++++ Task material

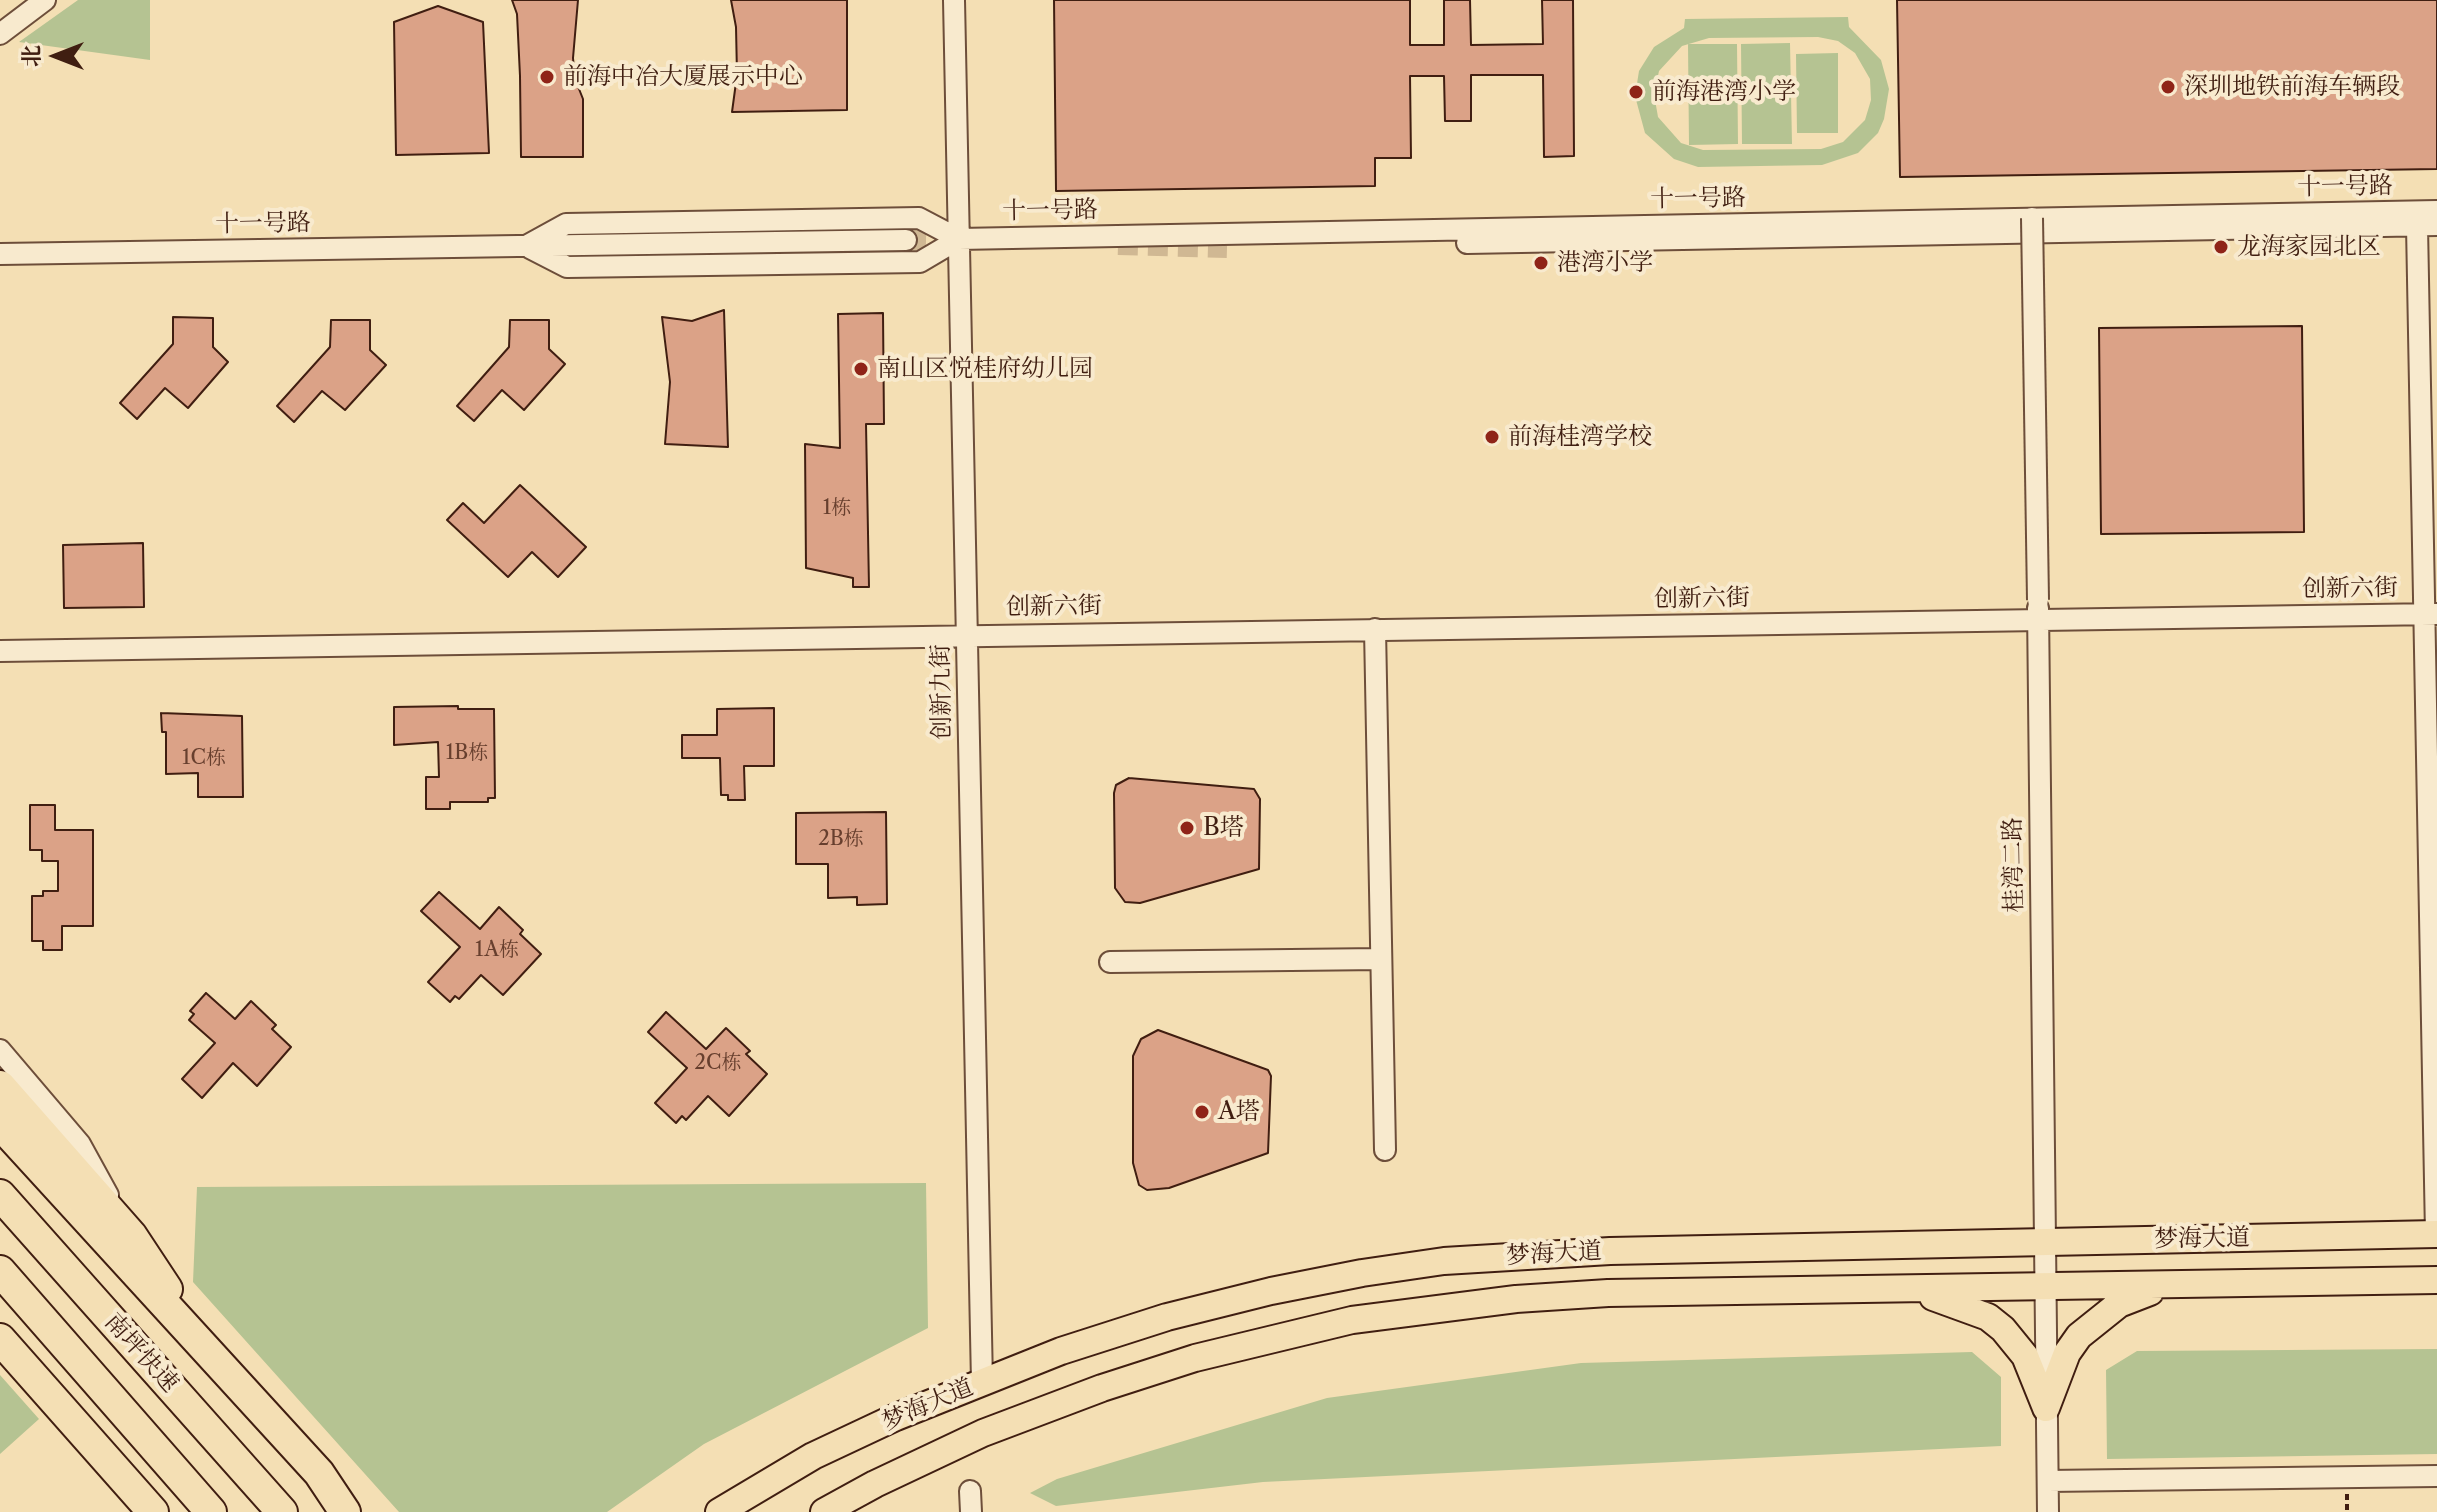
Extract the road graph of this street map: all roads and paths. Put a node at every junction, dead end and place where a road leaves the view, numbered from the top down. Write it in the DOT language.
graph roads {
  1 [pos="45,0"];
  2 [pos="954,0"];
  3 [pos="0,34"];
  4 [pos="2437,211"];
  5 [pos="2032,218"];
  6 [pos="2427,225"];
  7 [pos="959,239"];
  8 [pos="906,240"];
  9 [pos="526,246"];
  10 [pos="1227,248"];
  11 [pos="0,254"];
  12 [pos="2038,610"];
  13 [pos="2431,614"];
  14 [pos="1375,629"];
  15 [pos="967,635"];
  16 [pos="0,651"];
  17 [pos="1381,959"];
  18 [pos="1110,962"];
  19 [pos="0,1050"];
  20 [pos="0,1086"];
  21 [pos="0,1124"];
  22 [pos="1385,1150"];
  23 [pos="0,1195"];
  24 [pos="2437,1234"];
  25 [pos="132,1236"];
  26 [pos="2044,1242"];
  27 [pos="0,1271"];
  28 [pos="2437,1280"];
  29 [pos="2175,1286"];
  30 [pos="2044,1288"];
  31 [pos="1906,1289"];
  32 [pos="0,1339"];
  33 [pos="225,1374"];
  34 [pos="982,1382"];
  35 [pos="2046,1408"];
  36 [pos="319,1473"];
  37 [pos="2437,1476"];
  38 [pos="2048,1481"];
  39 [pos="970,1491"];
  40 [pos="153,1512"];
  41 [pos="211,1512"];
  42 [pos="282,1512"];
  43 [pos="345,1512"];
  44 [pos="355,1512"];
  45 [pos="719,1512"];
  46 [pos="824,1512"];
  47 [pos="971,1512"];
  48 [pos="2048,1512"];
  1 -- 3 [label="street"];
  2 -- 7 [label="street, 创新九街"];
  4 -- 5 [label="street, 十一号路"];
  5 -- 7 [label="street, 十一号路"];
  5 -- 12 [label="street, 桂湾二路, bridge"];
  6 -- 10 [label="street"];
  6 -- 13 [label="street"];
  7 -- 9 [label="street, 十一号路"];
  7 -- 9 [label="street, 十一号路"];
  7 -- 15 [label="street, 创新九街"];
  8 -- 9 [label="street"];
  9 -- 11 [label="street, 十一号路"];
  12 -- 13 [label="street, 创新六街"];
  12 -- 14 [label="street, 创新六街"];
  12 -- 26 [label="street, 桂湾二路"];
  13 -- 24 [label="street"];
  14 -- 15 [label="street, 创新六街"];
  14 -- 17 [label="street"];
  15 -- 16 [label="street, 创新六街"];
  15 -- 34 [label="street, 创新九街"];
  17 -- 18 [label="street"];
  17 -- 22 [label="street"];
  19 -- 25 [label="street"];
  20 -- 25 [label="highway"];
  21 -- 33 [label="highway"];
  23 -- 42 [label="highway, 南坪快速"];
  24 -- 26 [label="main road, 梦海大道"];
  25 -- 33 [label="highway"];
  26 -- 30 [label="street, 桂湾二路"];
  26 -- 34 [label="main road, 梦海大道"];
  27 -- 41 [label="highway"];
  28 -- 29 [label="main road, 梦海大道"];
  29 -- 30 [label="main road, 梦海大道"];
  29 -- 35 [label="main road"];
  30 -- 31 [label="main road, 梦海大道"];
  30 -- 35 [label="street, 桂湾二路"];
  31 -- 35 [label="main road"];
  31 -- 46 [label="main road, 梦海大道"];
  32 -- 40 [label="highway"];
  33 -- 36 [label="highway"];
  34 -- 45 [label="main road, 梦海大道"];
  35 -- 38 [label="street, 桂湾二路"];
  36 -- 43 [label="highway"];
  36 -- 44 [label="highway"];
  37 -- 38 [label="street"];
  38 -- 48 [label="street, 桂湾二路"];
  39 -- 47 [label="street"];
}
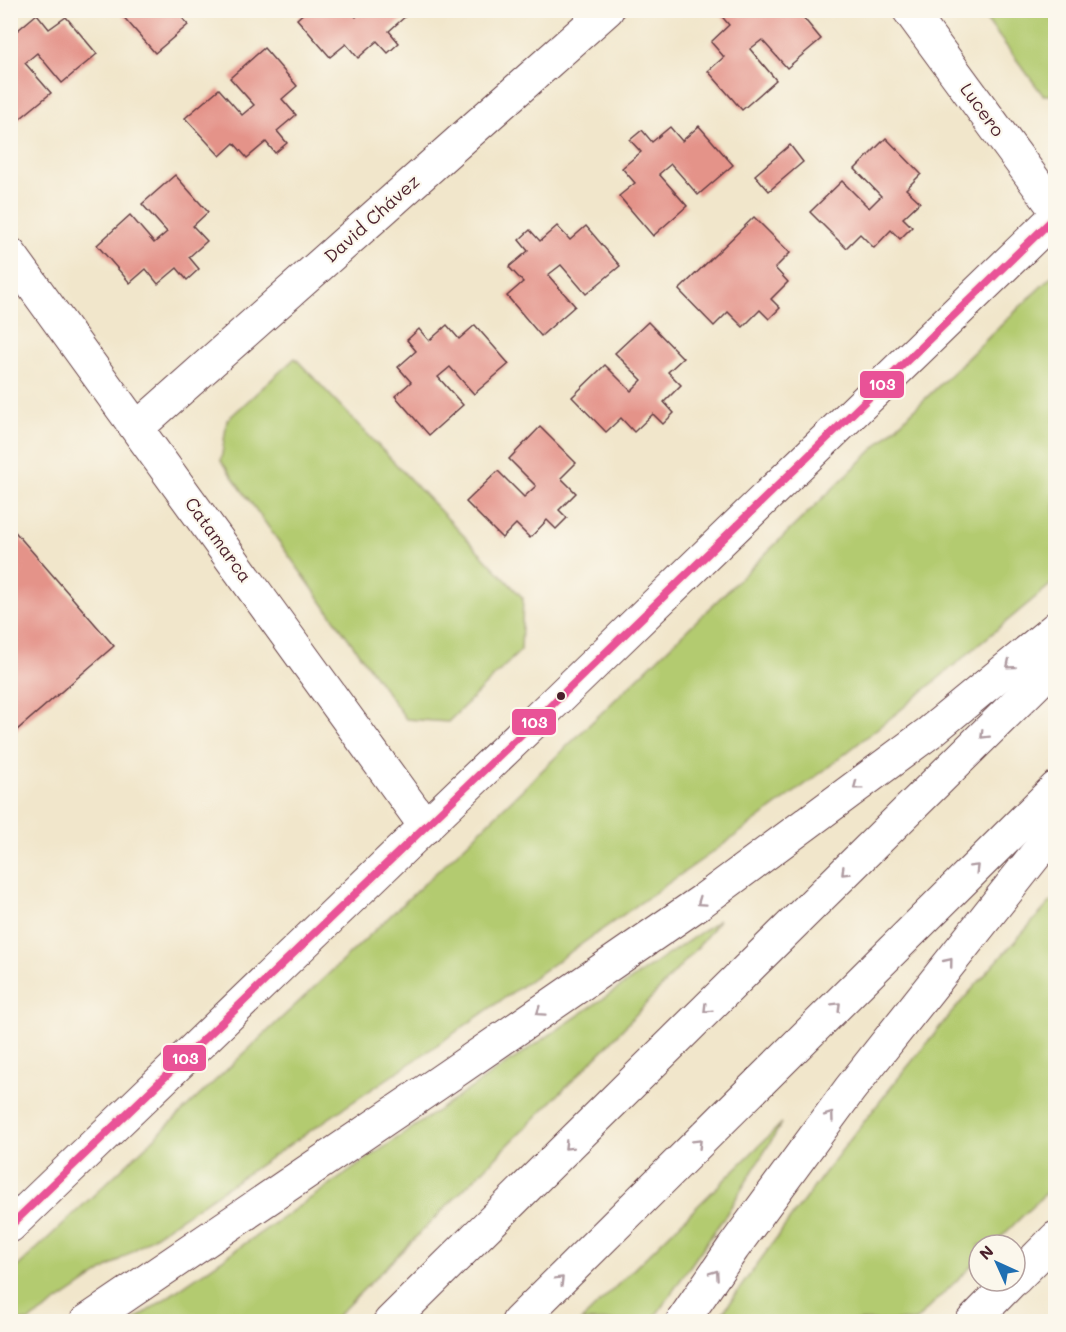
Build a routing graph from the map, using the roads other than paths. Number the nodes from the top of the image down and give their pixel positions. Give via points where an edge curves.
1 (607, 10) edge
2 (909, 10) edge
3 (1056, 210) edge
4 (1056, 216) edge
5 (10, 254) edge
6 (137, 428) junction
7 (1056, 628) edge
8 (1056, 664) edge
9 (1056, 788) edge
10 (426, 827) junction
11 (1056, 829) edge
12 (10, 1226) edge
13 (1056, 1238) edge
14 (1027, 1267) edge
15 (1001, 1293) edge
16 (86, 1322) edge
17 (390, 1322) edge
18 (518, 1322) edge
19 (682, 1322) edge
20 (972, 1322) edge

1 - 6 main road, David Chávez
2 - 3 main road, Lucero
4 - 10 main road
5 - 6 main road, Catamarca
6 - 10 main road, Catamarca
7 -> 16 main road via 930,732 702,901
8 -> 17 main road
18 -> 9 main road
10 - 12 main road
19 -> 11 main road via 850,1089
13 - 14 main road
15 - 20 main road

++++++++

● What needs to be done
Find all the lines containing "Catamarca" in the material, then copy them.

● Result of the task
5 - 6 main road, Catamarca
6 - 10 main road, Catamarca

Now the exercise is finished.